Richard Rodney Bennett

WFIU's featured contemporary composer for the month of July is British composer, pianist and arranger Sir Richard Rodney Bennett.

Distinguished British composer Richard Rodney Bennett (1936-2012) made his mark across multiple genres. An accomplished composer of classical concert music, film and jazz, his output included more than 200 works for the concert hall, 50 scores for film and television, five operas and numerous chamber works.

A budding talent, Bennett started to write music almost before he could read and completed his third string quartet by the age of eighteen. In 1953, he enrolled at the Royal Academy of Music where he studied composition with Howard Ferguson and Lennox Berkeley. Bennett later spent two years in Paris as a scholarship student with Pierre Boulez.

Although he mastered the techniques of the European avant-garde, Bennett's fondness for all types of music led the majority of his output to fall into a more mainstream 20th-century repertory. In a 2011 interview with The Guardian, Bennett commented: "When I came across something I liked, I wanted to find out as much as I could about it. This was as true of hearing Hoagy Carmichael for the first time as it was later when I first heard Boulez. Being on a musical quest was something I always enjoyed."

Bennett's music has attracted the attention of many esteemed conductors, film makers and ensembles. His concertos have been performed such noted soloists as pianist Stephen Kovacevich, horn player Barry Tuckwell, guitarist Julian Bream, percussionist Evelyn Glennie, flautist James Galway, and saxophonist John Harle.
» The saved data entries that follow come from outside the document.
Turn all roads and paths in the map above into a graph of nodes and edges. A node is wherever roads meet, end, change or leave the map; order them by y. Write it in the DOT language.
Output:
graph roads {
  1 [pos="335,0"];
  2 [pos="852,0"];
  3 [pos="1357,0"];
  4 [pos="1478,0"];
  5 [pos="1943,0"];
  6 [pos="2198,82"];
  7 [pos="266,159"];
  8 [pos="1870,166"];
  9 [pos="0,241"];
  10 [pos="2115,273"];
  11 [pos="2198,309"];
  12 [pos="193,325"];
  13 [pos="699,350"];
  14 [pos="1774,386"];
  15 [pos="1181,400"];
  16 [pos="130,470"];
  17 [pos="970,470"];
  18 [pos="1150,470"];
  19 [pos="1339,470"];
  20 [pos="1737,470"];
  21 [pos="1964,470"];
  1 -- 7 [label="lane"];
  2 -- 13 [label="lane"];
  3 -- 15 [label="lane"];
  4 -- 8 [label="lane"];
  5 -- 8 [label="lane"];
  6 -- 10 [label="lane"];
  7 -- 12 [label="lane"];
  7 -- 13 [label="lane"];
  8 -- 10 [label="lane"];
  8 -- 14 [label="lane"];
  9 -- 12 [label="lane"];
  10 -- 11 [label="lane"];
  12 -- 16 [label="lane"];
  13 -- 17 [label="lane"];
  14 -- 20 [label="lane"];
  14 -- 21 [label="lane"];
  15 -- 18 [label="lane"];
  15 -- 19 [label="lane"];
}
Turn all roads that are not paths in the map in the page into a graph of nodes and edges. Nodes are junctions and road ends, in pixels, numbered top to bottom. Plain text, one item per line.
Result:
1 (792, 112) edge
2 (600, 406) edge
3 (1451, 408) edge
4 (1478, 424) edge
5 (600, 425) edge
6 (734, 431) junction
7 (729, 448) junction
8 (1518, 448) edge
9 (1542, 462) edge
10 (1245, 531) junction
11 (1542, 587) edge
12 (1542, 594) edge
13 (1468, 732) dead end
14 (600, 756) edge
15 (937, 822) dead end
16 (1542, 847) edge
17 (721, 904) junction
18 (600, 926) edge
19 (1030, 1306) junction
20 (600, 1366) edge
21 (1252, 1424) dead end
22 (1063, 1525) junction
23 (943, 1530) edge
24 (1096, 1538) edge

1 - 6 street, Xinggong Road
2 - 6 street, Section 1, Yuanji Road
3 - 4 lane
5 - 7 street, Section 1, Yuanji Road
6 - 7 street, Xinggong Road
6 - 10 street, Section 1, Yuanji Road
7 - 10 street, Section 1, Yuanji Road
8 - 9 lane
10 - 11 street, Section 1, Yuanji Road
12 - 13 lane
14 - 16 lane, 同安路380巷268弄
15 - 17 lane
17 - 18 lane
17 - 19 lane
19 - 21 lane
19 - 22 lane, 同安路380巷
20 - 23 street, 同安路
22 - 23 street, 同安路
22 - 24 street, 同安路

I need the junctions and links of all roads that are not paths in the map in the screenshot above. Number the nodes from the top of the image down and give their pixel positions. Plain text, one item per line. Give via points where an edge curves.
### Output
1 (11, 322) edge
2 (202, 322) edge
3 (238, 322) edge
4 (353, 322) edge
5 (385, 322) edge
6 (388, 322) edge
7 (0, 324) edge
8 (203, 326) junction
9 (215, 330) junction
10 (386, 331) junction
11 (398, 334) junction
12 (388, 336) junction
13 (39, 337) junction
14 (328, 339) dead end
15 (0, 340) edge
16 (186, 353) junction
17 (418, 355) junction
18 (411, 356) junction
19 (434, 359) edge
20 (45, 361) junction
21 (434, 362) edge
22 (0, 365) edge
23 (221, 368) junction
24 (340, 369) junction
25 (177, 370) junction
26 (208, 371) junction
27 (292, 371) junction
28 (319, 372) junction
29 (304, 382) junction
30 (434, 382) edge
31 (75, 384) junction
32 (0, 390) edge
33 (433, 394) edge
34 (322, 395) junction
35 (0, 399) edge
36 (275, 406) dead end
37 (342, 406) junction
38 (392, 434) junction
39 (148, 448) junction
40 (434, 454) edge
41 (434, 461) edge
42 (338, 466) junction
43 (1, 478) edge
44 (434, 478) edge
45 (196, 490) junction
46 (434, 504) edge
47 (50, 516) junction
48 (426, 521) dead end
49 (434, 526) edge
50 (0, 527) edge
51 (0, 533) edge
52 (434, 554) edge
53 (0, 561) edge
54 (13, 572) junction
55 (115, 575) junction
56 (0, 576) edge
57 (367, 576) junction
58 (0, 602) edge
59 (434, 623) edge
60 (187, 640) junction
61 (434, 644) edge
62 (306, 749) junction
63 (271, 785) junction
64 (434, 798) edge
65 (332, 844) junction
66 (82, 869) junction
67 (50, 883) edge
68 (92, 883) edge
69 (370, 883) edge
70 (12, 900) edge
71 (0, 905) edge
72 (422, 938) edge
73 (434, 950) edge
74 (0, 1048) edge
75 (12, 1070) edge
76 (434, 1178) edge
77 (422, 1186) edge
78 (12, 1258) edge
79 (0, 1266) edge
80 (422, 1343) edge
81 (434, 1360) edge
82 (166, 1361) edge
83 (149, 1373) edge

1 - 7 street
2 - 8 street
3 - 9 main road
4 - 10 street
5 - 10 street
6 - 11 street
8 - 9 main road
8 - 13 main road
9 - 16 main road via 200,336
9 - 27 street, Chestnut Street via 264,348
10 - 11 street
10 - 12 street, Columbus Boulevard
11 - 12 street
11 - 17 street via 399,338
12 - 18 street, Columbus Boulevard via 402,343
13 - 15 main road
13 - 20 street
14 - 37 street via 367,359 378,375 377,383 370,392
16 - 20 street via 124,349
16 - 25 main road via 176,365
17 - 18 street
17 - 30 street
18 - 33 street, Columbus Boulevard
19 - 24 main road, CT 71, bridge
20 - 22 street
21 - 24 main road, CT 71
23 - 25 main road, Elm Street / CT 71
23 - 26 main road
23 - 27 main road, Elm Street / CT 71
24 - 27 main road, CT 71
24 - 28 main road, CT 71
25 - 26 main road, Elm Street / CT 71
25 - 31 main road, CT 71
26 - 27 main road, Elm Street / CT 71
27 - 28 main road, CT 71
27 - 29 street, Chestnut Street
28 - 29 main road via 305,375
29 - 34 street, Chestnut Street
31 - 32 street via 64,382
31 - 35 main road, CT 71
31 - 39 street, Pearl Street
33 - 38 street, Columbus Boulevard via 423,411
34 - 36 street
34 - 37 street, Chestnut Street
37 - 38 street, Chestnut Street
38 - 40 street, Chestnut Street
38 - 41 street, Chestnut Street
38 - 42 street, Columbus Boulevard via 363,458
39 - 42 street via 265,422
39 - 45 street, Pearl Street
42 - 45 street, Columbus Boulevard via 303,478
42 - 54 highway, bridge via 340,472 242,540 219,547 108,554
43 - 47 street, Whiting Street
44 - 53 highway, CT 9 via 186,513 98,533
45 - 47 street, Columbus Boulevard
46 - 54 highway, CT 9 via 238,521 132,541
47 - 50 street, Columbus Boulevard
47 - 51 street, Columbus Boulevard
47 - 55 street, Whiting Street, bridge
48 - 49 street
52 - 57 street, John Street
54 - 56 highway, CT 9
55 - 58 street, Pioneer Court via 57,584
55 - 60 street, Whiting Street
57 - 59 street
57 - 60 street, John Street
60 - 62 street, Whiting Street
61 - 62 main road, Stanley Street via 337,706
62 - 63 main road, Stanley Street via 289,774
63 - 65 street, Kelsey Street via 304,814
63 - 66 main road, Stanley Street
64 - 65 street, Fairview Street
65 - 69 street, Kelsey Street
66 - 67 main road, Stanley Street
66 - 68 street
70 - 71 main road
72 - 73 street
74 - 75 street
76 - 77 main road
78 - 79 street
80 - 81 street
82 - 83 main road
An accomplished jazz pianist and singer, Bennett wrote and performed both songs and large-scale pieces. During the 1990s, he began touring internationally as a solo cabaret act and also formed a partnership with American vocalist Mary Cleere Haran.  In 2005, Bennett began performing alongside British jazz singer Claire Martin in an act that enjoyed sell-out performances at New York's Algonquin Hotel.

Although he held a brief teaching post at the Royal Academy of Music between 1963 and 1965, Bennett gave preference to shorter termed residencies, especially those that allowed him to coach performers. He held a residency at the Peabody Institute, Baltimore (1970-71), was the Artist-in-Residence at the 1979 Edinburgh Festival, and served as the international chair of composition at the RAM from 1994 to 2000.

Honored for his diverse output, Bennett received the Arnold Bax Society Prize in 1964 and the Ralph Vaughan Williams Award for composer of the year 1965. His film honors include a BAFTA Award as well as three Academy Awards nominations for his work on the films Far from the Madding Crowd (1967), Nicholas and Alexandra (1971) and Murder on the Orient Express (1974). He was made a Commander of the Order of the British Empire in 1977 and was knighted in 1999 for his service to music. Sir Richard Rodney Bennett died Dec. 24, 2012 in New York City at age 76.

WFIU will feature music of Richard Rodney Bennett in our classical music programming throughout the month of July.